Aim of the task:
In the entries that follow, find the word "dead" and report each line it is on.

------------------------------------------------------------------------

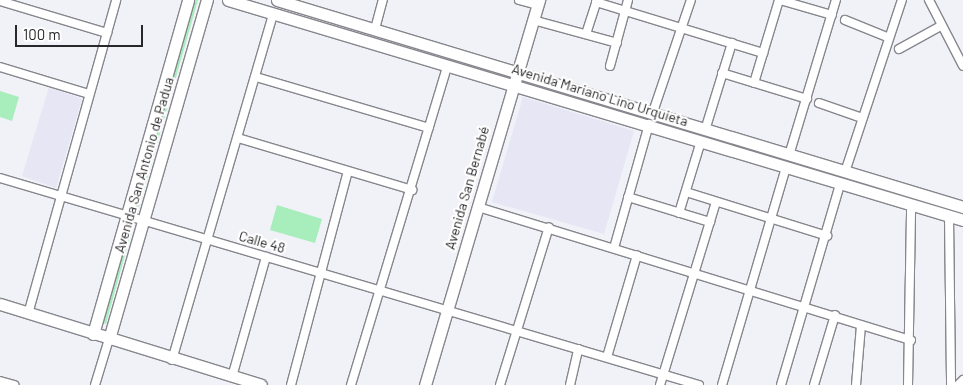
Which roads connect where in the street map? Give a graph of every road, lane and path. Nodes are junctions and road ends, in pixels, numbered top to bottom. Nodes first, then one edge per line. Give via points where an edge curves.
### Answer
1 (116, 0) edge
2 (188, 0) edge
3 (207, 0) edge
4 (228, 0) edge
5 (277, 0) edge
6 (383, 0) edge
7 (519, 0) edge
8 (628, 0) edge
9 (691, 0) edge
10 (779, 0) edge
11 (836, 0) edge
12 (902, 0) edge
13 (929, 0) edge
14 (0, 1) edge
15 (597, 1) edge
16 (538, 2) edge
17 (625, 11) junction
18 (273, 15) junction
19 (832, 16) junction
20 (534, 20) junction
21 (845, 20) dead end
22 (680, 27) junction
23 (939, 27) junction
24 (375, 29) junction
25 (107, 33) junction
26 (586, 34) junction
27 (887, 37) junction
28 (617, 43) junction
29 (732, 43) junction
30 (900, 49) dead end
31 (763, 52) junction
32 (172, 63) junction
33 (447, 66) junction
34 (610, 66) dead end
35 (963, 66) edge
36 (0, 67) edge
37 (188, 68) junction
38 (516, 71) junction
39 (722, 73) junction
40 (256, 77) junction
41 (754, 83) junction
42 (512, 84) junction
43 (89, 94) junction
44 (807, 99) junction
45 (819, 103) dead end
46 (653, 112) junction
47 (862, 118) junction
48 (649, 124) junction
49 (706, 127) junction
50 (429, 128) junction
51 (151, 136) junction
52 (238, 138) junction
53 (166, 140) junction
54 (701, 142) junction
55 (790, 152) junction
56 (786, 167) junction
57 (846, 169) junction
58 (348, 170) junction
59 (0, 179) edge
60 (840, 184) junction
61 (412, 190) junction
62 (686, 192) junction
63 (60, 196) junction
64 (628, 197) junction
65 (716, 202) junction
66 (963, 206) edge
67 (478, 207) junction
68 (910, 207) junction
69 (679, 213) junction
70 (128, 216) junction
71 (949, 216) junction
72 (770, 218) junction
73 (144, 220) junction
74 (963, 220) edge
75 (710, 222) junction
76 (549, 228) junction
77 (827, 236) junction
78 (208, 239) junction
79 (614, 248) junction
80 (637, 255) junction
81 (266, 256) junction
82 (694, 272) junction
83 (321, 273) junction
84 (750, 289) junction
85 (379, 290) junction
86 (0, 304) edge
87 (807, 307) junction
88 (448, 310) junction
89 (28, 314) junction
90 (835, 315) junction
91 (861, 325) junction
92 (516, 331) junction
93 (93, 334) junction
94 (109, 339) junction
95 (910, 340) junction
96 (578, 349) junction
97 (607, 357) junction
98 (172, 360) junction
99 (663, 374) junction
100 (232, 377) junction
101 (963, 380) edge
102 (0, 381) edge
103 (11, 385) edge
104 (95, 385) edge
105 (261, 385) edge
106 (291, 385) edge
107 (351, 385) edge
108 (425, 385) edge
109 (500, 385) edge
110 (570, 385) edge
111 (660, 385) edge
112 (699, 385) edge
113 (722, 385) edge
114 (781, 385) edge
115 (814, 385) edge
116 (856, 385) edge
117 (908, 385) edge
118 (951, 385) edge
119 (958, 385) edge

1 - 25 street
2 - 32 main road, Avenida San Antonio de Padua
3 - 37 main road, Avenida San Antonio de Padua
4 - 18 main road, Avenida Mariano Lino Urquieta
5 - 24 main road, Avenida Mariano Lino Urquieta
6 - 24 street
7 - 16 street
8 - 17 street
9 - 22 street
10 - 19 street
10 - 31 street
11 - 19 street
12 - 27 street
13 - 23 street
14 - 25 street
15 - 17 street
15 - 26 street
16 - 20 main road, Avenida San Bernabé
17 - 22 street
17 - 28 street
18 - 33 main road, Avenida Mariano Lino Urquieta
18 - 40 street
19 - 44 street
20 - 26 street
20 - 38 main road, Avenida San Bernabé
21 - 27 street
22 - 29 street
22 - 46 street
23 - 30 street
23 - 35 street
24 - 38 main road, Avenida Mariano Lino Urquieta
25 - 43 street
26 - 28 street
27 - 47 street
28 - 34 street
29 - 31 street
29 - 39 street
31 - 41 street
32 - 37 main road
32 - 51 main road, Avenida San Antonio de Padua
33 - 42 main road, Avenida Mariano Lino Urquieta
33 - 50 street
36 - 43 street
37 - 53 main road, Avenida San Antonio de Padua
38 - 42 main road, Avenida San Bernabé
38 - 46 main road, Avenida Mariano Lino Urquieta
39 - 41 street
39 - 49 street
40 - 50 street
40 - 52 street
41 - 44 street
42 - 48 main road, Avenida Mariano Lino Urquieta
42 - 67 main road, Avenida San Bernabé
43 - 63 street
44 - 55 street
45 - 47 street
46 - 49 main road, Avenida Mariano Lino Urquieta
47 - 57 street
48 - 54 main road, Avenida Mariano Lino Urquieta
48 - 64 street
49 - 55 main road, Avenida Mariano Lino Urquieta
50 - 61 street
51 - 53 main road
51 - 70 main road, Avenida San Antonio de Padua
52 - 58 street
52 - 78 street
53 - 73 main road, Avenida San Antonio de Padua
54 - 56 main road, Avenida Mariano Lino Urquieta
54 - 62 street
55 - 57 main road, Avenida Mariano Lino Urquieta
56 - 60 main road, Avenida Mariano Lino Urquieta
56 - 72 street
57 - 66 main road, Avenida Mariano Lino Urquieta
58 - 61 street
58 - 83 street
59 - 63 street, Calle 48
60 - 68 main road, Avenida Mariano Lino Urquieta
60 - 77 street
61 - 85 street
62 - 65 street
62 - 69 street
63 - 70 street, Calle 48
63 - 89 street
64 - 69 street
64 - 79 street
65 - 72 street
65 - 75 street
67 - 76 street
67 - 88 main road, Avenida San Bernabé
68 - 71 main road, Avenida Mariano Lino Urquieta
68 - 95 street
69 - 75 street
70 - 73 street, Calle 48
70 - 93 main road, Avenida San Antonio de Padua
71 - 74 main road, Avenida Mariano Lino Urquieta
71 - 118 street
72 - 77 street
72 - 84 street
73 - 78 street, Calle 48
73 - 94 main road, Avenida San Antonio de Padua
75 - 82 street
76 - 79 street
76 - 92 street
77 - 87 street
78 - 81 street, Calle 48
78 - 98 street
79 - 80 street
80 - 82 street
80 - 97 street
81 - 83 street, Calle 48
81 - 100 street
82 - 84 street
82 - 99 street
83 - 85 street, Calle 48
83 - 106 street
84 - 87 street
84 - 113 street
85 - 88 street, Calle 48
85 - 107 street
86 - 89 main road
87 - 90 street
87 - 114 street
88 - 92 street, Calle 48
88 - 108 main road, Avenida San Bernabé
89 - 93 main road
90 - 91 street
90 - 115 street
91 - 95 street
91 - 116 street
92 - 96 street, Calle 48
92 - 109 street
93 - 94 main road
94 - 98 main road
94 - 104 street
95 - 117 street
96 - 97 street, Calle 48
96 - 110 street
97 - 99 street, Calle 48
98 - 100 main road
99 - 111 street
99 - 112 street, Calle 48
100 - 105 main road
101 - 119 street
102 - 103 street

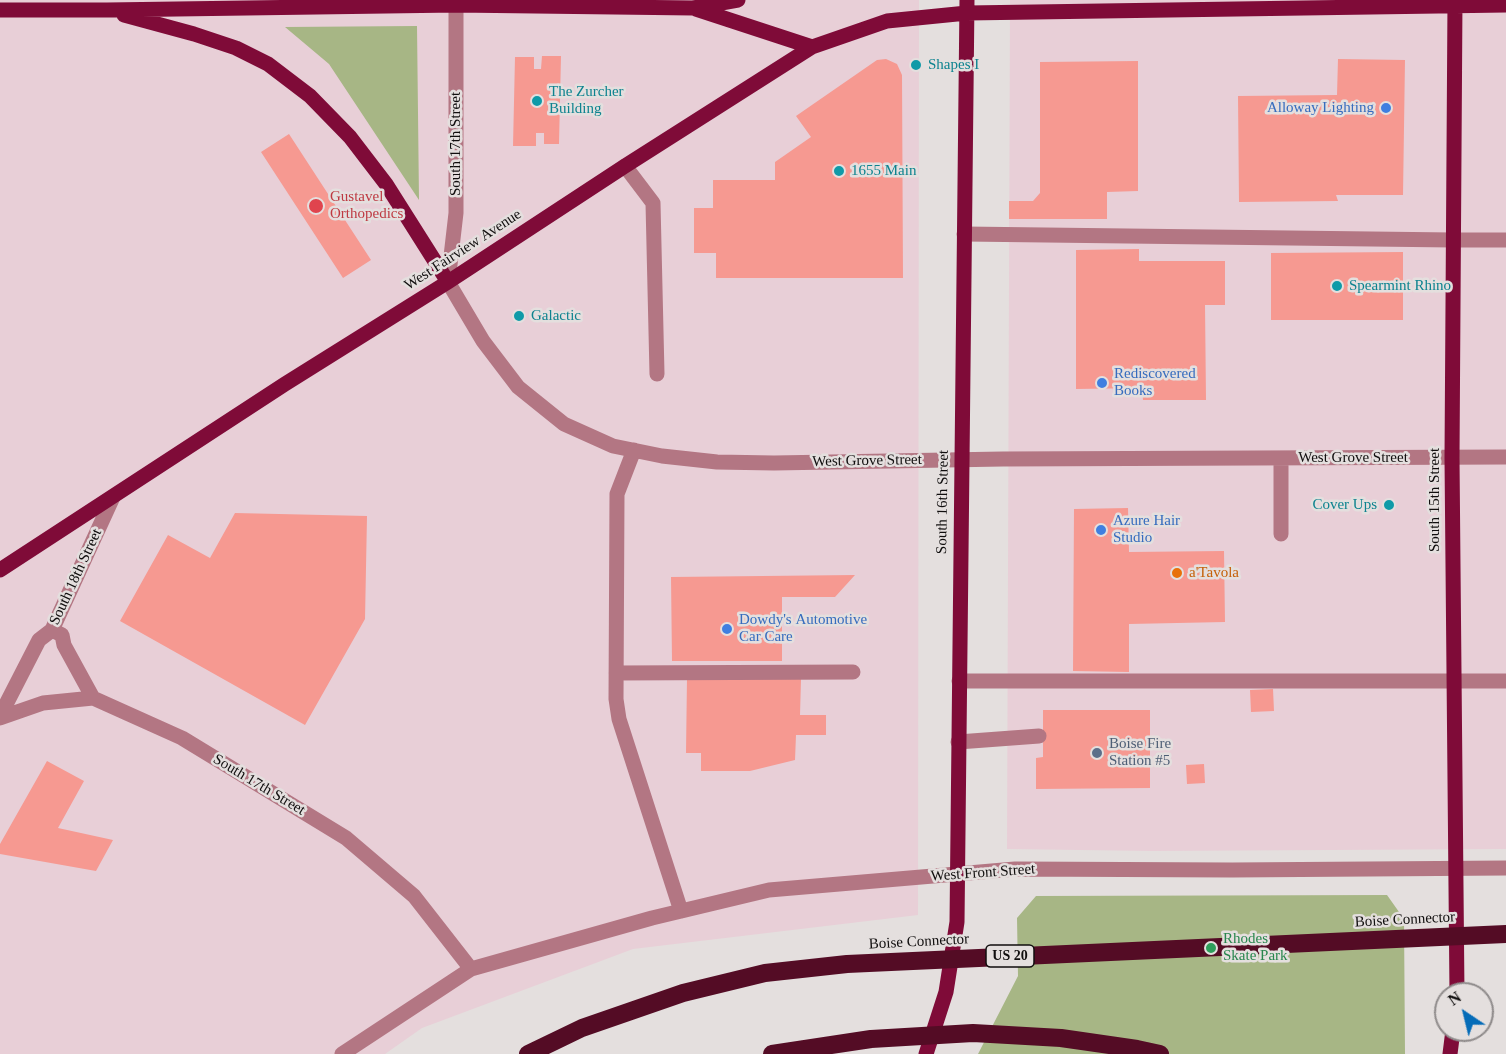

------------------------------------------------------------------------

Response area:
21 (845, 20) dead end
30 (900, 49) dead end
34 (610, 66) dead end
45 (819, 103) dead end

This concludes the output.